#### [AVAILABLE DATA]

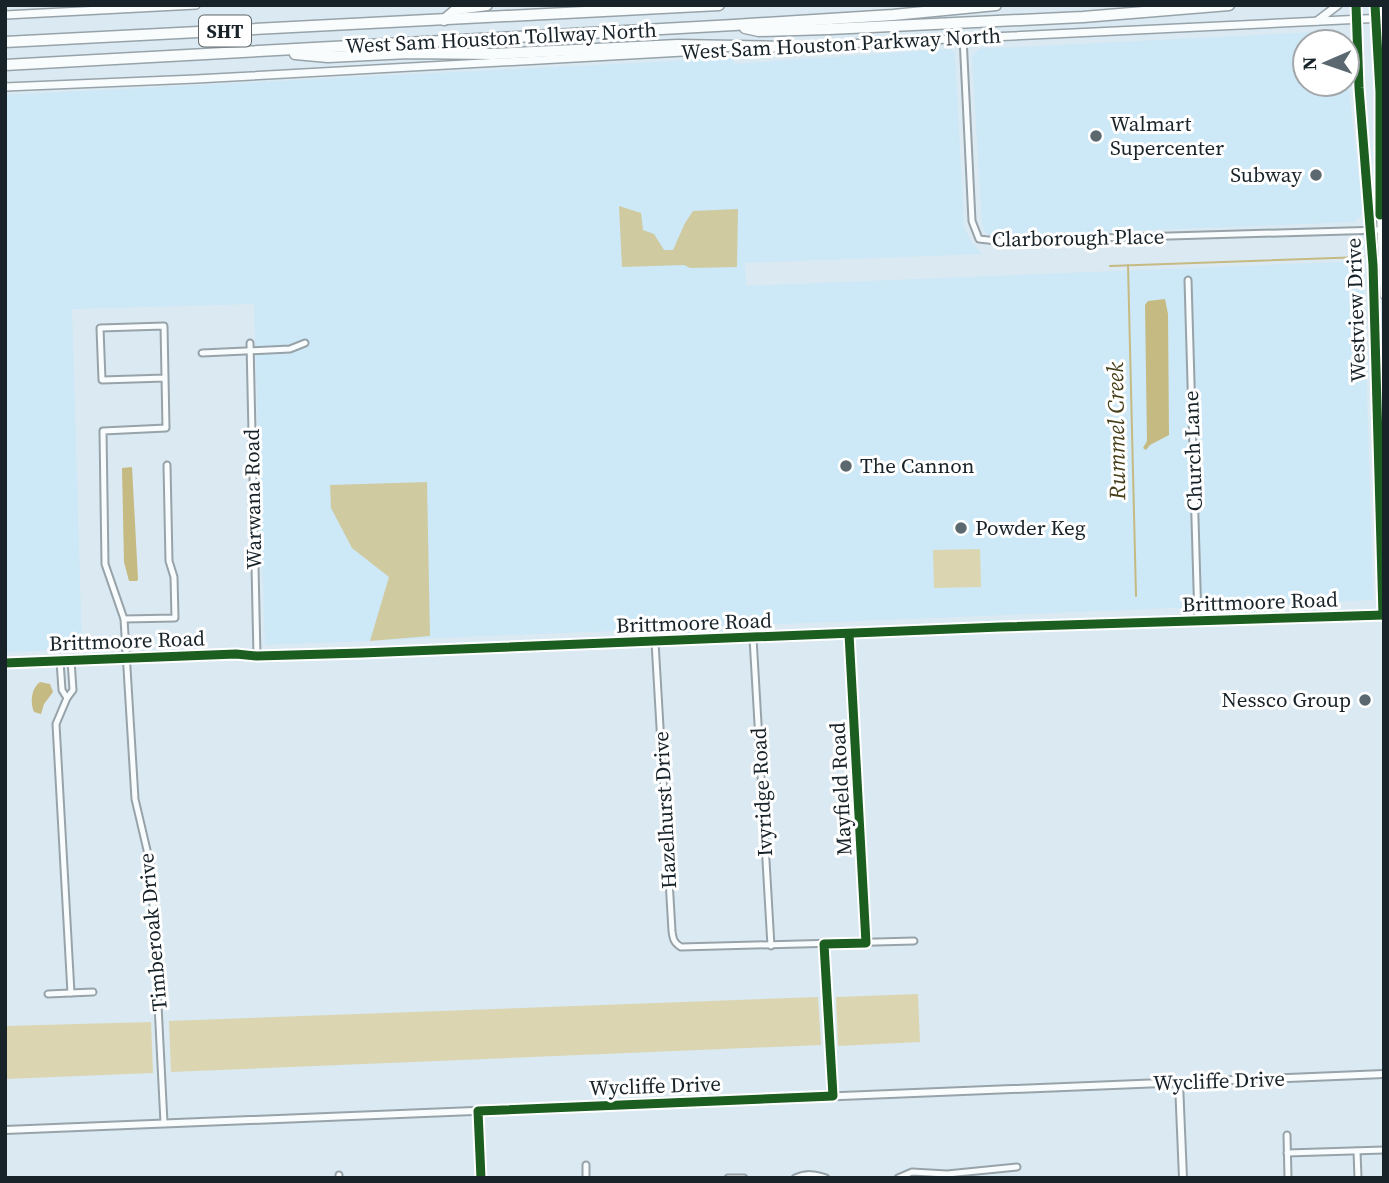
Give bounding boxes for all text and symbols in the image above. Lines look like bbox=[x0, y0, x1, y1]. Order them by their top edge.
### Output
street label: West Sam Houston Tollway North bbox=[344, 15, 657, 60]
road number: SHT bbox=[199, 16, 251, 46]
street label: West Sam Houston Parkway North bbox=[680, 21, 1002, 66]
north arrow bbox=[1291, 28, 1361, 98]
text: N bbox=[1296, 56, 1322, 71]
place label: Walmart Supercenter bbox=[1110, 109, 1224, 162]
marker: Walmart Supercenter bbox=[1088, 128, 1104, 144]
place label: Subway bbox=[1230, 160, 1302, 189]
marker: Subway bbox=[1308, 167, 1324, 183]
street label: Clarborough Place bbox=[992, 221, 1164, 254]
street label: Westview Drive bbox=[1338, 237, 1373, 383]
water label: Rummel Creek bbox=[1099, 362, 1133, 501]
street label: Church Lane bbox=[1176, 390, 1209, 512]
street label: Warwana Road bbox=[237, 428, 268, 570]
place label: The Cannon bbox=[860, 451, 975, 480]
marker: The Cannon bbox=[838, 458, 854, 474]
place label: Powder Keg bbox=[975, 513, 1086, 542]
marker: Powder Keg bbox=[953, 520, 969, 536]
street label: Brittmoore Road bbox=[1182, 584, 1339, 619]
street label: Brittmoore Road bbox=[616, 605, 773, 640]
street label: Brittmoore Road bbox=[49, 623, 206, 658]
place label: Nessco Group bbox=[1222, 685, 1351, 714]
marker: Nessco Group bbox=[1357, 692, 1373, 708]
street label: Mayfield Road bbox=[823, 721, 858, 857]
street label: Ivyridge Road bbox=[744, 727, 779, 857]
street label: Hazelhurst Drive bbox=[646, 730, 683, 890]
street label: Timberoak Drive bbox=[131, 852, 174, 1012]
street label: Wycliffe Drive bbox=[1153, 1064, 1285, 1097]
street label: Wycliffe Drive bbox=[589, 1069, 721, 1102]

#### [WORK ORDER]
Copy all of the data above exactly. Leave out every picture.

#### [REPLY TO THE TASK]
Give bounding boxes for all text and symbols in the image above. Lines look like bbox=[x0, y0, x1, y1]. Order them by their top edge.
### Output
street label: West Sam Houston Tollway North bbox=[344, 15, 657, 60]
road number: SHT bbox=[199, 16, 251, 46]
street label: West Sam Houston Parkway North bbox=[680, 21, 1002, 66]
north arrow bbox=[1291, 28, 1361, 98]
text: N bbox=[1296, 56, 1322, 71]
place label: Walmart Supercenter bbox=[1110, 109, 1224, 162]
marker: Walmart Supercenter bbox=[1088, 128, 1104, 144]
place label: Subway bbox=[1230, 160, 1302, 189]
marker: Subway bbox=[1308, 167, 1324, 183]
street label: Clarborough Place bbox=[992, 221, 1164, 254]
street label: Westview Drive bbox=[1338, 237, 1373, 383]
water label: Rummel Creek bbox=[1099, 362, 1133, 501]
street label: Church Lane bbox=[1176, 390, 1209, 512]
street label: Warwana Road bbox=[237, 428, 268, 570]
place label: The Cannon bbox=[860, 451, 975, 480]
marker: The Cannon bbox=[838, 458, 854, 474]
place label: Powder Keg bbox=[975, 513, 1086, 542]
marker: Powder Keg bbox=[953, 520, 969, 536]
street label: Brittmoore Road bbox=[1182, 584, 1339, 619]
street label: Brittmoore Road bbox=[616, 605, 773, 640]
street label: Brittmoore Road bbox=[49, 623, 206, 658]
place label: Nessco Group bbox=[1222, 685, 1351, 714]
marker: Nessco Group bbox=[1357, 692, 1373, 708]
street label: Mayfield Road bbox=[823, 721, 858, 857]
street label: Ivyridge Road bbox=[744, 727, 779, 857]
street label: Hazelhurst Drive bbox=[646, 730, 683, 890]
street label: Timberoak Drive bbox=[131, 852, 174, 1012]
street label: Wycliffe Drive bbox=[1153, 1064, 1285, 1097]
street label: Wycliffe Drive bbox=[589, 1069, 721, 1102]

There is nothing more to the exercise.